[Materials provided]
□ □ □ □ □ □ □
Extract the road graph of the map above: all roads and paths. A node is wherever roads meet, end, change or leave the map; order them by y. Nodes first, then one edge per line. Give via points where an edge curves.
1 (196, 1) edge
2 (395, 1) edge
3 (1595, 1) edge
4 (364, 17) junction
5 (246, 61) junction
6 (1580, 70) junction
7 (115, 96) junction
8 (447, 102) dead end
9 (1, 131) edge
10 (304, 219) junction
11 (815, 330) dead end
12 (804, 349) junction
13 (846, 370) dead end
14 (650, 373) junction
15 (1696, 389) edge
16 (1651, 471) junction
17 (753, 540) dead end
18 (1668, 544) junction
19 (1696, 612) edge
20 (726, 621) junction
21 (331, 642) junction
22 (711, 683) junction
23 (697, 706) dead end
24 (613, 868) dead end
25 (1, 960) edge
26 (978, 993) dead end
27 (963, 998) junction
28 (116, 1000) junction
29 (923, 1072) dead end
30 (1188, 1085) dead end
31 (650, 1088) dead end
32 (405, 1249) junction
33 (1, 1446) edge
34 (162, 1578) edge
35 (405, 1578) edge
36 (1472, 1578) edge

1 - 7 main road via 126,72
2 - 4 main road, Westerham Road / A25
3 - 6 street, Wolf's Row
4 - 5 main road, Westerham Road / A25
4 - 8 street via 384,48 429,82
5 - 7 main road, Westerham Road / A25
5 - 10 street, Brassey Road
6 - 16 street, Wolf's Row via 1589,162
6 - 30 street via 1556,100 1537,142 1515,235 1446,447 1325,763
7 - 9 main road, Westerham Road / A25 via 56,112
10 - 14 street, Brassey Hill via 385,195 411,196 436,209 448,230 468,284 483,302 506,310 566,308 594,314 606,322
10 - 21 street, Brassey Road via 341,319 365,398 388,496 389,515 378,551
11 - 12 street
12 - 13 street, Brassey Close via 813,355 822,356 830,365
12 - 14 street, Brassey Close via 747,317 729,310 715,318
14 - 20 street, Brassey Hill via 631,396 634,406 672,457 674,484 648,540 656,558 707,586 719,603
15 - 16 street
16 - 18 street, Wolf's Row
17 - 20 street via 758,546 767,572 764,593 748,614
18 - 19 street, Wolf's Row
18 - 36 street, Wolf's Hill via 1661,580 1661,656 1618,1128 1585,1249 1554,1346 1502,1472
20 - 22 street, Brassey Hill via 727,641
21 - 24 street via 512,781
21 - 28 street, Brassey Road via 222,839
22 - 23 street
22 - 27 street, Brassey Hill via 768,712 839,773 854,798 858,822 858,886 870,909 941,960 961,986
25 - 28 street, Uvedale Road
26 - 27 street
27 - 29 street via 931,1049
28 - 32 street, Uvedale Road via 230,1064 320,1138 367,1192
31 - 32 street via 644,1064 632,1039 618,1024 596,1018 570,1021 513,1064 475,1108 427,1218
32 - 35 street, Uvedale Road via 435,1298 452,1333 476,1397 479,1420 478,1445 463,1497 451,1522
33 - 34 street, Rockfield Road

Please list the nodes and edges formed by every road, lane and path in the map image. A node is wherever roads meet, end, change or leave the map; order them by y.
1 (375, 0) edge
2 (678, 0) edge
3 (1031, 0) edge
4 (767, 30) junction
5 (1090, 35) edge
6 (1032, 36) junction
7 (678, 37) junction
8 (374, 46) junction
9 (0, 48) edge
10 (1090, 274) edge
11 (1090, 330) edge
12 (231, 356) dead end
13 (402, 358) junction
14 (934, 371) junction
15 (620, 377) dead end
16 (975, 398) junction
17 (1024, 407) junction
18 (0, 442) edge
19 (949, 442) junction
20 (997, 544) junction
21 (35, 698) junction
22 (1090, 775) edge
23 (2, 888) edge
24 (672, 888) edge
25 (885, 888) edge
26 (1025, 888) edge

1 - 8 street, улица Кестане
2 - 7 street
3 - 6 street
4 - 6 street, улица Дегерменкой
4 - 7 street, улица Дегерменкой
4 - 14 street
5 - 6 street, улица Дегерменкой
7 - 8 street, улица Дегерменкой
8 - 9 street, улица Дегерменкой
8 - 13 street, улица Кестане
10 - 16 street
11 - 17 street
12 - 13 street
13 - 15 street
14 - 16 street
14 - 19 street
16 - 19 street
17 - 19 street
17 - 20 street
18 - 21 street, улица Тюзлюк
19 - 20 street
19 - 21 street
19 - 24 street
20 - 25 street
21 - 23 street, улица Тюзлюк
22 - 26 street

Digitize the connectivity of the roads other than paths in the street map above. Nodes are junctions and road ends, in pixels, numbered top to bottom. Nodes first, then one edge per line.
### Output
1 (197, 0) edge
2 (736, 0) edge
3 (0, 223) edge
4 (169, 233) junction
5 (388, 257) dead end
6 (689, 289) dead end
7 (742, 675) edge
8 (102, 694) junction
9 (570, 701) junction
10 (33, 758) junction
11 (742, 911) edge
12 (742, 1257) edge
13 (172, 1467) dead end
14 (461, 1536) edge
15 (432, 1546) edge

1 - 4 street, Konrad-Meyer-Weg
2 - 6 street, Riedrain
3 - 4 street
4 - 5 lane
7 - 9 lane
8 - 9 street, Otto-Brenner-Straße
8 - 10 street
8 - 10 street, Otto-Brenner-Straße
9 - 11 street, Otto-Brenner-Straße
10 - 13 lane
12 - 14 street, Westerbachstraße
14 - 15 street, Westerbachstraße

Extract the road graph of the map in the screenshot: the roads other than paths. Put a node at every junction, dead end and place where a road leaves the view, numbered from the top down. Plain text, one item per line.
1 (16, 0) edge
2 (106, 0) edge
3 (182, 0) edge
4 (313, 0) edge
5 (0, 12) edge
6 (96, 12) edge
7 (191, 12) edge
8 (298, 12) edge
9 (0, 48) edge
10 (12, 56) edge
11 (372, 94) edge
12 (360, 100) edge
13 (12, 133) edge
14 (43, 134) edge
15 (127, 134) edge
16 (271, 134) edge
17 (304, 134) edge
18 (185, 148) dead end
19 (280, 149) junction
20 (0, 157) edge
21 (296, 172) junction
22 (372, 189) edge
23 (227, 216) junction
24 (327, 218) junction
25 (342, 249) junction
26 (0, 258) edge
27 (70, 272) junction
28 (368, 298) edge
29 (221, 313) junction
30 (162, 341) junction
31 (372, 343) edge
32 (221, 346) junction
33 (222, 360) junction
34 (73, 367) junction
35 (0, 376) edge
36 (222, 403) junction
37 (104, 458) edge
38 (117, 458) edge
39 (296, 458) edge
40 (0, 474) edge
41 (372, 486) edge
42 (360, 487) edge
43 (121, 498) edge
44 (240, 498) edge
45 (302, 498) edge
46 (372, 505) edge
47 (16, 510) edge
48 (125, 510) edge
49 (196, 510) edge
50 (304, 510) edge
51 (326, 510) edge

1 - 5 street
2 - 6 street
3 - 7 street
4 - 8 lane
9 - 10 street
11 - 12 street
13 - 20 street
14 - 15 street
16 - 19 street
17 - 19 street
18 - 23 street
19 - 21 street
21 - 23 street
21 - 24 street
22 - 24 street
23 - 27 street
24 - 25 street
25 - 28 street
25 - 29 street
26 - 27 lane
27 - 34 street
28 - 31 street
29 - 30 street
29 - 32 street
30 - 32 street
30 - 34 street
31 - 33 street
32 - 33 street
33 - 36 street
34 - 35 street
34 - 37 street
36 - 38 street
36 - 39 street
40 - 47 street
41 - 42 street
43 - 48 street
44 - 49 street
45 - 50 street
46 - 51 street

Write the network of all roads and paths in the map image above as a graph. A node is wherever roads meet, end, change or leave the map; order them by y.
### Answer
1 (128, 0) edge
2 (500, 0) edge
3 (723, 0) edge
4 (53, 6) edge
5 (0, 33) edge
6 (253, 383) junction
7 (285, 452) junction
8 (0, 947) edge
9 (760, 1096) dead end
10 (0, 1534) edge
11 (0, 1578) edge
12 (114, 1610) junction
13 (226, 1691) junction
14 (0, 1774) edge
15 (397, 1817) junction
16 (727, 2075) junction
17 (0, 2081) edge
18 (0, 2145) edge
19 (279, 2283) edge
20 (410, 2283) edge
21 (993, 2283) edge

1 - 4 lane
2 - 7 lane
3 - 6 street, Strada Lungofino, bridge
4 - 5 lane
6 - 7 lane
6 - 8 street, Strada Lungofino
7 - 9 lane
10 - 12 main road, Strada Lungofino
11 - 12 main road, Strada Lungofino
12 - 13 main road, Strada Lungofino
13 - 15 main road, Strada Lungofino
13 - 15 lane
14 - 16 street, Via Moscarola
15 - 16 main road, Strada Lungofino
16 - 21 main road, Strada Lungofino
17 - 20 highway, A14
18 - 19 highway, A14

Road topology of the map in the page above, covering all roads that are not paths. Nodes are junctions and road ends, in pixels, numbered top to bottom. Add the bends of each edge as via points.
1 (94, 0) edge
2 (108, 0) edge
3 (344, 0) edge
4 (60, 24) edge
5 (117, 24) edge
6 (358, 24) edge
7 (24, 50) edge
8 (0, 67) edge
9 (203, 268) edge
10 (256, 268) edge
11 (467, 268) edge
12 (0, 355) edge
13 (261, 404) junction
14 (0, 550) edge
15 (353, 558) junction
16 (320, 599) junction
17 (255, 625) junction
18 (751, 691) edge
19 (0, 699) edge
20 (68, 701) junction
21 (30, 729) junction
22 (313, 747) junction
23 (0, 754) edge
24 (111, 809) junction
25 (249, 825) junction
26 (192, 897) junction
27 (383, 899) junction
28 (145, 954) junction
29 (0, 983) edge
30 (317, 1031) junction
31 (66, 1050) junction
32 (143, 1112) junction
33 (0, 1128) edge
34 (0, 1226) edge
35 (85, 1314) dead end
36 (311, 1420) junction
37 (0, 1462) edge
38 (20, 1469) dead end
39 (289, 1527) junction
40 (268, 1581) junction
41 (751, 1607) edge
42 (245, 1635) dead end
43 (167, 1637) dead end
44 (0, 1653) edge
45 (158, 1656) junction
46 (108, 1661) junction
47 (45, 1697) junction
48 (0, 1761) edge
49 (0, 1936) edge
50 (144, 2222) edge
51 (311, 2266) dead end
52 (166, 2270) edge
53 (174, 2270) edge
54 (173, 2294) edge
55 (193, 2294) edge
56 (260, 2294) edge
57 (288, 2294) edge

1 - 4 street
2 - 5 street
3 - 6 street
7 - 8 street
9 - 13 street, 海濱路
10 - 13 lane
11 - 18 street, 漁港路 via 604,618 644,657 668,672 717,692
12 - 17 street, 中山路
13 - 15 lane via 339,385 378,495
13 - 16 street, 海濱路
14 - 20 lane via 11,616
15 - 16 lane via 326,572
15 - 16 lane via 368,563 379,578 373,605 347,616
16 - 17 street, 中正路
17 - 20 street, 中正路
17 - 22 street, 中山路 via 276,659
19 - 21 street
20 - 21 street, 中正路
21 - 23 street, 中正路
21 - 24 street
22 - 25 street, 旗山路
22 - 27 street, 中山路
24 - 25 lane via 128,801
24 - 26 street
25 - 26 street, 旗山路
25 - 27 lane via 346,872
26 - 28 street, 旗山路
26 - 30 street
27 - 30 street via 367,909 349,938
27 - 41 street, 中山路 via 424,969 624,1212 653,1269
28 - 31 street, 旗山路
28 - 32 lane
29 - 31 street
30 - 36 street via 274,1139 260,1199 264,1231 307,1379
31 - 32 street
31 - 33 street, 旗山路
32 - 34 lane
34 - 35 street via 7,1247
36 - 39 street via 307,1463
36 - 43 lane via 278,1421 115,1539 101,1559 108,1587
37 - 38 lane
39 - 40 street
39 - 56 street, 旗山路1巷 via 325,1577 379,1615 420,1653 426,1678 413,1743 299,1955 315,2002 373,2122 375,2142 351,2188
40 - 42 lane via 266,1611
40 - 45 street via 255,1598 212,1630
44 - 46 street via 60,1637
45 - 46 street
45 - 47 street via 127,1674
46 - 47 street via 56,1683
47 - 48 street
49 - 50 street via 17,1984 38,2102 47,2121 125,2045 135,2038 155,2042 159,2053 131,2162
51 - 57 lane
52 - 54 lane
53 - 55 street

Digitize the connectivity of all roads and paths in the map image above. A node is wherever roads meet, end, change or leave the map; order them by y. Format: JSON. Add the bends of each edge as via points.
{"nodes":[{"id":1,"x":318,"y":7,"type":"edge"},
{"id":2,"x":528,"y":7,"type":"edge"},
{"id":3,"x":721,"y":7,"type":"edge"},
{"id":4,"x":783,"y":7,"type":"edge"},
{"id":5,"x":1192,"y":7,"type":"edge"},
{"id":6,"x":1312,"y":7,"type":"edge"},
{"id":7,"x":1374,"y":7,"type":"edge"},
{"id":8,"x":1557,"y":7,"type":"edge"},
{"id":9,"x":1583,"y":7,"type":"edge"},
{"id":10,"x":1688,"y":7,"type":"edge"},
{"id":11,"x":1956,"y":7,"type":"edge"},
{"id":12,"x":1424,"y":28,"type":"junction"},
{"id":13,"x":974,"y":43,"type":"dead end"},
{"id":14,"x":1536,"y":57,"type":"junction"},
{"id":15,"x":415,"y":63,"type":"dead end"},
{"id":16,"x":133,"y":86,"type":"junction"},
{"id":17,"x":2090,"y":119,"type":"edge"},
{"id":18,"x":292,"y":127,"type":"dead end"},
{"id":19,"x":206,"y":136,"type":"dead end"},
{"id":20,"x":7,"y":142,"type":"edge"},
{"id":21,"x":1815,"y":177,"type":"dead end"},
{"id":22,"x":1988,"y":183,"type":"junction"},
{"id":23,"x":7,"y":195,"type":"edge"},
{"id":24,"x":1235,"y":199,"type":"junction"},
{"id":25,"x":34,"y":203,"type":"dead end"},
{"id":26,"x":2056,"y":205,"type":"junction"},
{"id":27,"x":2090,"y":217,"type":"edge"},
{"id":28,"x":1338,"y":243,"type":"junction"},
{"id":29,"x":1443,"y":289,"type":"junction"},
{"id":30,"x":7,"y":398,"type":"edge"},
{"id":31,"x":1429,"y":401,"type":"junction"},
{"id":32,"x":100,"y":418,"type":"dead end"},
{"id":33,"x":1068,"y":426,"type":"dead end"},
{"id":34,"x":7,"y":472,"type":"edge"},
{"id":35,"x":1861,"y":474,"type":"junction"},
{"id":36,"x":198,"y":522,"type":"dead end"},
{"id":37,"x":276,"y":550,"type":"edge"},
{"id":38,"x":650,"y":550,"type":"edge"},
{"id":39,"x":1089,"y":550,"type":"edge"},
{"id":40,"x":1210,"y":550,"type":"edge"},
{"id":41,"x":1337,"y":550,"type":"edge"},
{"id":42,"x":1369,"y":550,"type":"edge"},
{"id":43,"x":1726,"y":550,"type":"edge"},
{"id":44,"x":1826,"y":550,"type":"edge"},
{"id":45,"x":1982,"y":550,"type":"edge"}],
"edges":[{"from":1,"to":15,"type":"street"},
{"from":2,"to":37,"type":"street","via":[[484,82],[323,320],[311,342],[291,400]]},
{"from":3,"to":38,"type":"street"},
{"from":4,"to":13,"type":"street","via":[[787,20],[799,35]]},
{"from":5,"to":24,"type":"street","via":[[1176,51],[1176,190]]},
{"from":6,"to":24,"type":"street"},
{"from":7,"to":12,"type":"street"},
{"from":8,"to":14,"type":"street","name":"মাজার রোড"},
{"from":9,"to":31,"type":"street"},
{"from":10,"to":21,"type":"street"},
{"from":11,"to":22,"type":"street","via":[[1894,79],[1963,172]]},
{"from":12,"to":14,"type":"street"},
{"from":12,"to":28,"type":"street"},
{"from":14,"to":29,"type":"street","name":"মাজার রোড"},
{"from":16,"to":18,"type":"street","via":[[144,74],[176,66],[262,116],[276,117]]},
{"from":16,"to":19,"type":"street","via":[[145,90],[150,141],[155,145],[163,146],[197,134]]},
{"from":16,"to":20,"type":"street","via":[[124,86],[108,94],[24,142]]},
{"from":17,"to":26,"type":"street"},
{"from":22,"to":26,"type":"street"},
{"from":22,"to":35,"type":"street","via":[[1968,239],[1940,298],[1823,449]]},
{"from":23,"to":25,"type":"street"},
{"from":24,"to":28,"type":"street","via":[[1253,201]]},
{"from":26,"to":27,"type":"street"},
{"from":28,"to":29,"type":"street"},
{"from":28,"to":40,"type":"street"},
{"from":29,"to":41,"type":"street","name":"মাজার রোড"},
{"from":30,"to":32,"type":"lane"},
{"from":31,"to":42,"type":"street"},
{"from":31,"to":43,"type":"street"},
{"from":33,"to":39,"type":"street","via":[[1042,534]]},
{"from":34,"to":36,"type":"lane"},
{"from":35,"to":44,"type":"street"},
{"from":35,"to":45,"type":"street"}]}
□ □ □ □ □ □ □
[Task to carry out] Show the lines above that include "Wolf".

[Result for this exercise]
3 - 6 street, Wolf's Row
6 - 16 street, Wolf's Row via 1589,162
16 - 18 street, Wolf's Row
18 - 19 street, Wolf's Row
18 - 36 street, Wolf's Hill via 1661,580 1661,656 1618,1128 1585,1249 1554,1346 1502,1472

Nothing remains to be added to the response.